25. DEFAULTS AND REMEDIES.
---------------------
(a) Lessee's Default. Lessee shall be in default under a
------------------
Lease with respect to a specific Addendum:
(i) Fifteen (15) days after the due date for the
payment of rent or other sums due under this Lease, if the
payment due is not received by Lessor within the fifteen
(15) day cure period; or
<PAGE>
(ii) Thirty (30) days after Lessee's receipt of written
notice from Lessor of any breach of this Lease by Lessee
other than the non-payment of rent or other sums, or
defaults addressed in Sections 25(a)(i), (iii) and (iv), if
the breach is not cured within the thirty (30) day cure
period; provided, however, if the breach cannot reasonably
be cured within thirty (30) days, Lessee shall not be deemed
to be in default under this Lease if Lessee commences to
cure the breach promptly after notice of breach and
thereafter diligently pursues such cure to completion; or
(iii) Three (3) days after Lessee's receipt of written
notice from Lessor of a breach of any provisions of Sections
14 or 16, if the breach is not cured within the three (3)
day cure period; provided, however, if the breach cannot
reasonably be cured within three (3) days, Lessee shall not
be deemed to be in default under this Lease if Lessee
commences to cure the breach promptly after notice of breach
and thereafter diligently pursues such cure to completion;
and, further provided, that the default and cure periods of
Sections 25(a)(iv) shall supersede this Section 25(a)(iii),
if applicable, in Lessor's sole and absolute discretion; or
(iv) Unless otherwise agreed in writing by the
authorized representatives of both parties, twenty-four (24)
hours after Lessee's receipt of written notice from Lessor
of a breach of Sections 14(a), 14(c), 17 or 19 when, in
Lessor's sole and absolute opinion, the breach creates a
safety hazard, if the breach is not cured within the twenty-
four (24) hour cure period as to the defaulted Lease(s).
(b) Lessor's Remedies. Upon default by Lessee, in addition
------------------
to all other remedies provided herein and at law or in equity,
Lessor may elect one or more of the following options:
(i) Cure Lessee's default and invoice Lessee for all
reasonable costs incurred; or
(ii) Terminate the applicable Addendum, remove all of
Lessee's Facilities from the Premises, without notice and
without being guilty or liable in any manner for trespass,
and store such Facilities at Lessee's expense, payable upon
demand from Lessor for a period of not more than thirty (30)

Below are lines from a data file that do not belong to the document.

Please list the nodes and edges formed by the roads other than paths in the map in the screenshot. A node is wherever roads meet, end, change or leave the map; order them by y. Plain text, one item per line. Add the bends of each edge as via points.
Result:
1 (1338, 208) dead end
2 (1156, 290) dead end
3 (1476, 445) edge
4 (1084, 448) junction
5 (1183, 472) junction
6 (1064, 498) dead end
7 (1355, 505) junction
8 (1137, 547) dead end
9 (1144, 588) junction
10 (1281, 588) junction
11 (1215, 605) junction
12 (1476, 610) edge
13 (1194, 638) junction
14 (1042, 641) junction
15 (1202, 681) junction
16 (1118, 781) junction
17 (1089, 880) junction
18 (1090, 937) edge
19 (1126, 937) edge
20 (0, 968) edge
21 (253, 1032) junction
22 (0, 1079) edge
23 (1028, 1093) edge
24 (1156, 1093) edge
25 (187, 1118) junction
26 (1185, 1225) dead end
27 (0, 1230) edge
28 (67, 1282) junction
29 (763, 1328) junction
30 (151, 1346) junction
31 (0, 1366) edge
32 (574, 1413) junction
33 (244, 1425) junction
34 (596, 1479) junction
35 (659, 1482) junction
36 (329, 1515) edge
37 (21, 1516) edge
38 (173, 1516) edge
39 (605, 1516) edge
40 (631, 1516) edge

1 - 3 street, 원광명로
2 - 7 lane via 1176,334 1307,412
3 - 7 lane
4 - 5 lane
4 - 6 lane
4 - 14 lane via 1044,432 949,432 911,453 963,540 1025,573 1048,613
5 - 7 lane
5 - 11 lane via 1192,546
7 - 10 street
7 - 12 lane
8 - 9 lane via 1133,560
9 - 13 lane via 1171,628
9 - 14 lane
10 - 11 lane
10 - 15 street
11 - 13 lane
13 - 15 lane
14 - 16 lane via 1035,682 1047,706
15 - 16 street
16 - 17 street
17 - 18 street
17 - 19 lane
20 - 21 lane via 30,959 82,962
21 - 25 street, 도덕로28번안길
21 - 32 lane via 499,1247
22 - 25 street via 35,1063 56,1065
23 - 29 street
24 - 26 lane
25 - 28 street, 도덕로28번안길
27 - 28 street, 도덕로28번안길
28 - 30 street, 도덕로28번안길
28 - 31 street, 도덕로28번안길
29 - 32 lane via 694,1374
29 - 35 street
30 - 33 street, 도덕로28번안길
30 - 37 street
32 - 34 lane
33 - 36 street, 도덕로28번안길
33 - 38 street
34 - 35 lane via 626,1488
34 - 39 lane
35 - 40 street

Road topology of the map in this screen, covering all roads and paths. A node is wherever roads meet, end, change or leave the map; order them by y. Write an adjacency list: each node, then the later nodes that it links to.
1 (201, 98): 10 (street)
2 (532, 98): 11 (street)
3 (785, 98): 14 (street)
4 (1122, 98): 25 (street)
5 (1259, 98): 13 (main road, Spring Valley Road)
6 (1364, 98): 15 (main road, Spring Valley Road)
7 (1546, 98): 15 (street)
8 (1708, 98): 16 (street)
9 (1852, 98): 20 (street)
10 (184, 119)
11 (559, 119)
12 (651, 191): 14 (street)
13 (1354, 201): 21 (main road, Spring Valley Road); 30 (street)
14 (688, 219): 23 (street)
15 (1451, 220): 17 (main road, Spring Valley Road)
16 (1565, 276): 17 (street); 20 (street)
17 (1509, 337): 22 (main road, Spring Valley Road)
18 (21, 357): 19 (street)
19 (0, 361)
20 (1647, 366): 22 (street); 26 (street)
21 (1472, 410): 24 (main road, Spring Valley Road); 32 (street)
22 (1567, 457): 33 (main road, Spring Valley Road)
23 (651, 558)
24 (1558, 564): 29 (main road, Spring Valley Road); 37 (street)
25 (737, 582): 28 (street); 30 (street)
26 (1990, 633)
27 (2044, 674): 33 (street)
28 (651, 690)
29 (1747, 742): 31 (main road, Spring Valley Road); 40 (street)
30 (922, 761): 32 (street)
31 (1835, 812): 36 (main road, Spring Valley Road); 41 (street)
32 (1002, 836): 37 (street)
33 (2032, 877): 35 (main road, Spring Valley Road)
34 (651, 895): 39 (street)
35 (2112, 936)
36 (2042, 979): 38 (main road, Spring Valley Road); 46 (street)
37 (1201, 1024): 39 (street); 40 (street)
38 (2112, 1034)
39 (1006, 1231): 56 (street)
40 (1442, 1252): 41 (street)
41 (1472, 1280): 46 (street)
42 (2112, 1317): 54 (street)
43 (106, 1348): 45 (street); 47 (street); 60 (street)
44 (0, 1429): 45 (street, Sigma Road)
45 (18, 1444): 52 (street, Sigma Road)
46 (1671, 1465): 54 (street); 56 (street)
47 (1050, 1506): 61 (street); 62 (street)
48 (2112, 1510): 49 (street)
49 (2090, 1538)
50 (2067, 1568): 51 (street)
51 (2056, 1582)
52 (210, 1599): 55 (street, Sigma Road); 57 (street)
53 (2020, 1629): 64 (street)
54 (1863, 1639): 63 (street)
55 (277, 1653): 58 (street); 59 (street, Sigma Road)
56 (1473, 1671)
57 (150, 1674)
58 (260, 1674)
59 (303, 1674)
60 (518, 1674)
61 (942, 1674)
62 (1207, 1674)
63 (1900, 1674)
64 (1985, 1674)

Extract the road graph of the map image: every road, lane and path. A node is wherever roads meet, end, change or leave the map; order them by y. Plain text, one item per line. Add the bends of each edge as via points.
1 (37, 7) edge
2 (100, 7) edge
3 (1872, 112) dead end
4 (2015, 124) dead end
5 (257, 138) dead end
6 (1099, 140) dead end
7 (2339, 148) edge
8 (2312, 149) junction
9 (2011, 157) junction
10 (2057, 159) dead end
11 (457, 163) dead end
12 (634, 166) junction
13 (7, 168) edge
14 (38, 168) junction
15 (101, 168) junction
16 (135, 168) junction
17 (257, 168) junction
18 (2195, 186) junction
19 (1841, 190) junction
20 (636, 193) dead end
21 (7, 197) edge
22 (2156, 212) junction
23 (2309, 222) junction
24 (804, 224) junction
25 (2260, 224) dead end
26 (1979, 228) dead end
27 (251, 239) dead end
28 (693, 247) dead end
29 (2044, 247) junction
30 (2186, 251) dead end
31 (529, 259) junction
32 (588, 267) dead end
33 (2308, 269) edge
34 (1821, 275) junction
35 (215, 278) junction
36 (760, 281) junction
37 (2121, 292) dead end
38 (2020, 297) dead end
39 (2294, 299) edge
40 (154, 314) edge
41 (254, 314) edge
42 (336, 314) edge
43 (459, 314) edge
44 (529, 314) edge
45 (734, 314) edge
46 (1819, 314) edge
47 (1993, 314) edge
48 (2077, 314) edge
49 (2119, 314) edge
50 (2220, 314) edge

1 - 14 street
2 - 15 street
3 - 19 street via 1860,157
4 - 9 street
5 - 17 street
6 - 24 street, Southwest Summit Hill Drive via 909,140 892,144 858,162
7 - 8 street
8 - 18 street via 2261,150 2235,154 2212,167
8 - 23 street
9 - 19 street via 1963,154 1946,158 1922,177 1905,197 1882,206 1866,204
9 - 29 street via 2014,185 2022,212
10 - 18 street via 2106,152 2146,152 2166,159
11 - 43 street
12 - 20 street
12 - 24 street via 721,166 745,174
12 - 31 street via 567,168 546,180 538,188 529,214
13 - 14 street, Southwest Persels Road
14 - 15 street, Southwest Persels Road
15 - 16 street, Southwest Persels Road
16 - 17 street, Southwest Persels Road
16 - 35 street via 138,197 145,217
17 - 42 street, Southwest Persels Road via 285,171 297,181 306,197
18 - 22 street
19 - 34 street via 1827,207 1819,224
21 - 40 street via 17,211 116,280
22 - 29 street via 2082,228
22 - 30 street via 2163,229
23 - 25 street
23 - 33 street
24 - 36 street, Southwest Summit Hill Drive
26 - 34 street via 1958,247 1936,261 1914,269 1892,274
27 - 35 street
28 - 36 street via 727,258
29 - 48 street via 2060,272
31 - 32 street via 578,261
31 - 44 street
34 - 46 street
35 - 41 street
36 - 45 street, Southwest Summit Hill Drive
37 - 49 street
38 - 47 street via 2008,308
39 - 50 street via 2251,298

days' time after the date of notice of default and, at
expiration of such storage period, consider Lessee's
Facilities as abandoned property which may be sold by Lessor
and the proceeds therefrom applied to any outstanding
amounts owed to Lessor; or
(iii) Consider this Lease in full force and effect and
be entitled to collect the rent provided for hereunder
subject to Lessor's duty to mitigate.
In the event Lessor terminates an Addendum pursuant to this
subsection, Lessee shall not be entitled to a refund of any unaccrued rent paid
to Lessor prior to such termination.
<PAGE>
(c) Lessor's Default. Lessor shall be in default under this
------------------
Lease thirty (30) days after Lessor's receipt of written notice
from Lessee of any breach of this Lease by Lessor, if the breach
is not cured within the thirty (30) day cure period; provided,
however, if the breach cannot reasonably be cured within thirty
(30) days, Lessor shall not be deemed to be in default under this
Lease if Lessor commences to cure the breach promptly after
notice of breach and thereafter diligently pursues such cure to
completion.
(d) Lessee's Remedies. Upon default by Lessor, in addition
-------------------
to all other remedies provided herein and at law or in equity,
Lessee may terminate the applicable Addendum as of the date of
the default and recover from Lessor all prepaid, unaccrued rent
subject to Lessor's right of set-off.
(e) Effect of Termination . Except as otherwise provided
----------------------
herein, upon termination of this Lease pursuant to this Section,
the parties shall be released from all duties, obligations,
liabilities and responsibilities under this Lease except for
obligations to pay damages to the other party, if any, Lessee's
obligation to remove its Facilities as required herein, and in
the event of Lessor's default, Lessor's obligation to return to
Lessee any unaccrued rent paid to Lessor prior to termination,
subject to Lessor's right of set-off.
(f) Attorneys Fees. In the event either party initiates
----------------
proceedings relating to the enforcement or interpretation of this
Lease, the substantially prevailing party shall collect from the
other party the substantially prevailing party's reasonable costs
and expenses incurred in each proceeding, including attorneys'
fees and costs, the value of employees' time spent on such
proceedings, and expert and other witness costs and fees.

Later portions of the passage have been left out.